Is log(a*b) always faster in Matlab than log(a) + log(b)?

I tested for several inputs and it seems log(a*b) is faster. Can you more experienced guys give me some opinions on this? Maybe warnings that this might not always be the case, or something else I should be careful with? So in the first case we have 1 log operation and 1 multiplication, in the second case we have two log operations and one summation.

Edit:

To add to my original post, the more general question is:

is log (a*b*...*z) always faster than log(a) + log(b) + ... + log(z)?

Thanks

Answer 1

log(a*b) should always be faster, because computing the logarithm is expensive. In log(a*b) you only do it once, in log(a)+log(b) you do it twice.

Computing products and sums is trivial compared to logarithms, exponentials etc. In terms of processor cycles, both sums and products are generally less than 5 whereas exponentials and logarithms can go from 50 up to 200 cycles for some architectures.

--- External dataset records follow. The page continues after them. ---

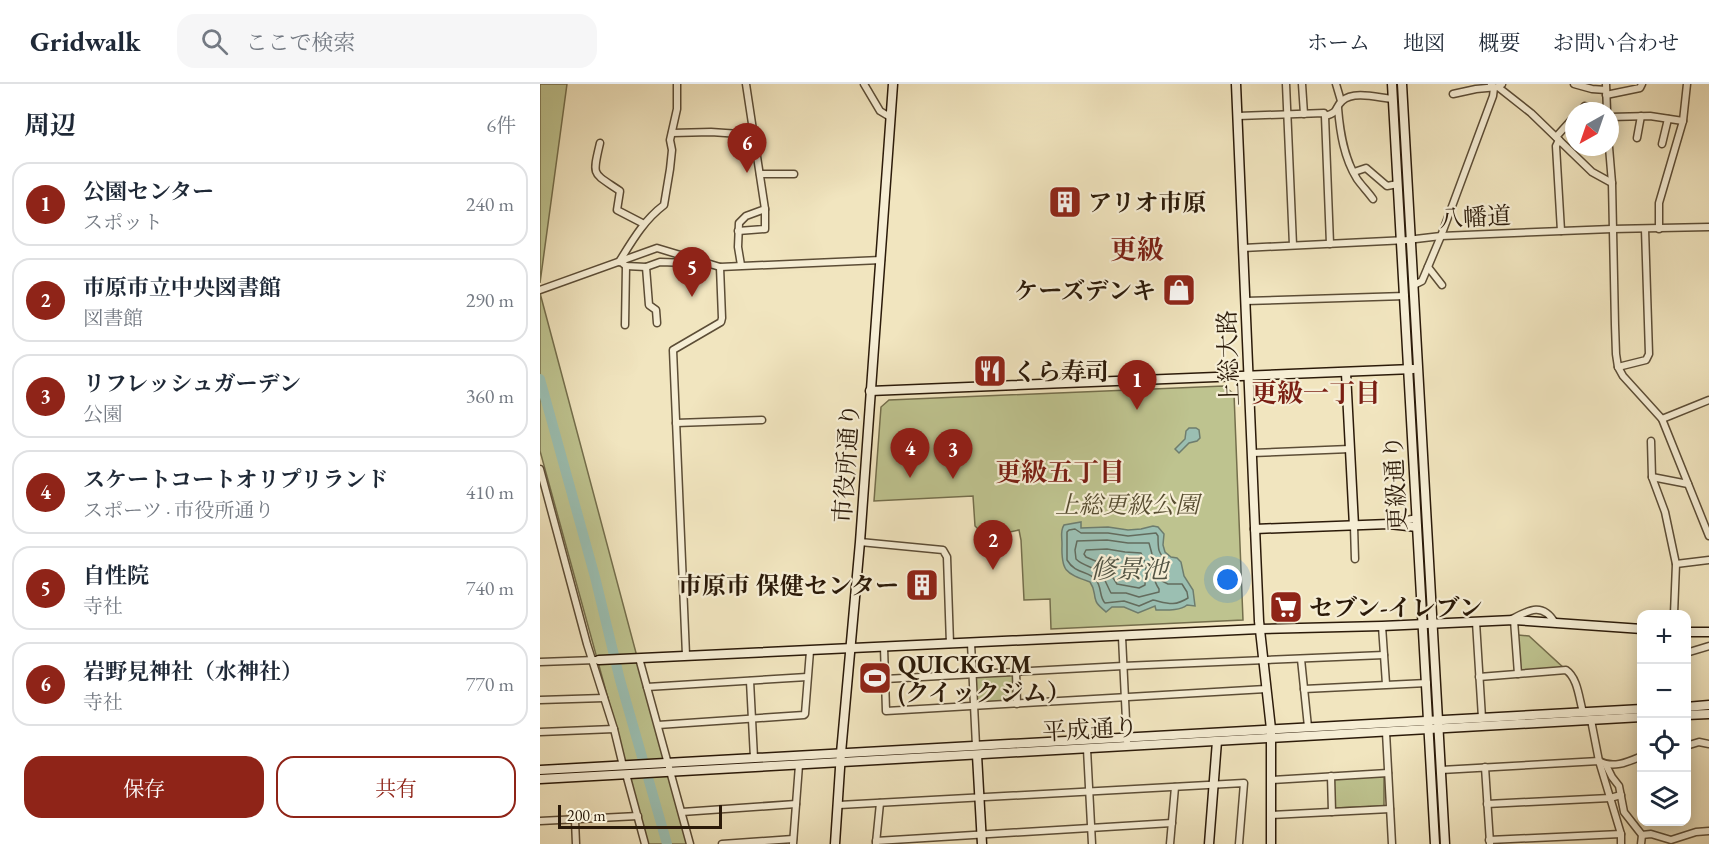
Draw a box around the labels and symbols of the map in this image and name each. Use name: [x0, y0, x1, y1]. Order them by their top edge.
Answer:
north arrow: [1565, 102, 1619, 156]
pin: 6: [728, 124, 766, 173]
building icon: アリオ市原: [1047, 184, 1083, 220]
place label: アリオ市原: [1088, 187, 1207, 218]
street label: 八幡道: [1438, 200, 1512, 234]
district label: 更級: [1110, 232, 1164, 267]
pin: 5: [672, 248, 712, 297]
shop icon: ケーズデンキ: [1161, 272, 1197, 308]
place label: ケーズデンキ: [1014, 275, 1156, 306]
street label: 上総大路: [1211, 309, 1245, 407]
restaurant icon: くら寿司: [972, 353, 1008, 389]
place label: くら寿司: [1013, 356, 1109, 387]
pin: 1: [1118, 360, 1156, 410]
district label: 更級一丁目: [1251, 376, 1381, 410]
street label: 市役所通り: [826, 402, 866, 524]
pin: 4: [890, 428, 929, 478]
pin: 3: [934, 430, 972, 479]
street label: 更級通り: [1377, 434, 1413, 532]
district label: 更級五丁目: [995, 455, 1125, 489]
park label: 上総更級公園: [1055, 489, 1203, 520]
pin: 2: [974, 520, 1012, 570]
water label: 修景池: [1090, 552, 1171, 586]
your location: [1213, 565, 1242, 594]
building icon: 市原市 保健センター: [904, 567, 940, 603]
place label: 市原市 保健センター: [678, 570, 899, 601]
supermarket icon: セブン-イレブン: [1268, 589, 1304, 625]
place label: セブン-イレブン: [1309, 592, 1483, 623]
place label: QUICKGYM (クイックジム）: [898, 649, 1071, 708]
sports icon: QUICKGYM (クイックジム）: [857, 660, 893, 696]
street label: 平成通り: [1041, 711, 1139, 747]
scale bar: [558, 802, 722, 830]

Is log (a*b*...*z) always faster than log(a) + log(b) + ... + log(z)

Yes. Definitely. Avoid computing logarithms whenever possible.

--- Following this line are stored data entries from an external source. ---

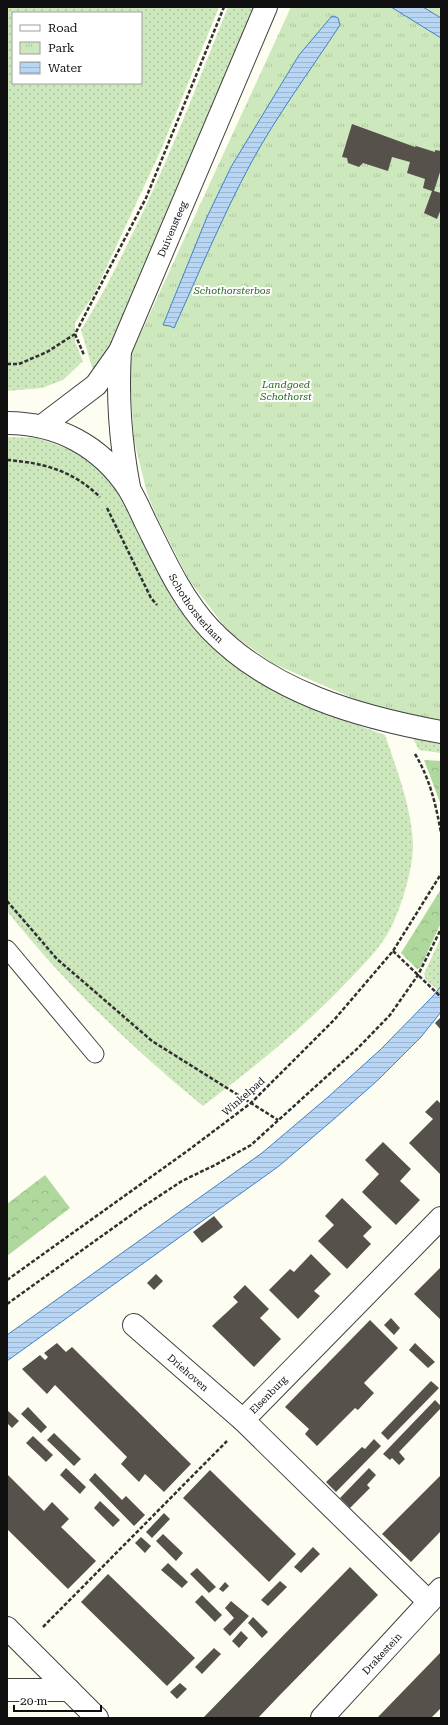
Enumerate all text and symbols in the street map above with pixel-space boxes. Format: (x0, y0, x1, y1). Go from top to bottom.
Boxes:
legend (12, 12, 142, 84)
text: Road (48, 21, 78, 35)
text: Park (48, 41, 75, 55)
text: Water (48, 61, 82, 75)
street label: Duivensteeg (156, 199, 189, 259)
park label: Schothorsterbos (193, 285, 271, 296)
park label: Landgoed Schothorst (259, 379, 312, 402)
street label: Schothorsterlaan (167, 572, 226, 645)
street label: Winkelpad (220, 1075, 267, 1118)
street label: Driehoven (165, 1352, 211, 1394)
street label: Elsenburg (248, 1373, 289, 1416)
street label: Drakestein (360, 1630, 404, 1677)
scale bar (14, 1687, 101, 1713)
text: 20 m (20, 1694, 47, 1708)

Here's a small experiment:

a=rand(5000000,1);

% log(a(1)*a(2)...)
tic
for ii=1:100
    res=log(prod(a));
end
toc
% Elapsed time is 0.649393 seconds.  

% log(a(1))+log(a(2))+...
tic
for ii=1:100
    res=sum(log(a));
end
toc
% Elapsed time is 6.894769 seconds.

At some point the ratio in time will saturate. Where it saturates depends on your processor architecture, but the difference will be at least an order of magnitude.

Answer 2

Beware, while calculating log of product is faster, it can be sometimes incorrect due to machine precision.

One of the problematic cases is using a lot of integer operands or large numbers as operands. In this case, the product a_1 * a_2 * ... a_n will result in an overflow, while computing the sum of logarithms will not.

Another problematic case is using small numbers such that their product becomes zero due to machine precision (As was mentioned by Amro).

Answer 3

Though it will usually be faster to do log(a*b) instead of log(a) + log(b) this does not hold if it is hard to evaluate a*b. In this case it can actually be the case that it is faster to use the second method.

Example:

a = 0;
b = Inf;
tic,for t = 1:1e6 log(a*b); end,toc
tic,for t = 1:1e6 log(a)+log(b); end,toc

Of course it will evaluate to NaN in both cases, but the second one is considerably faster than the first one.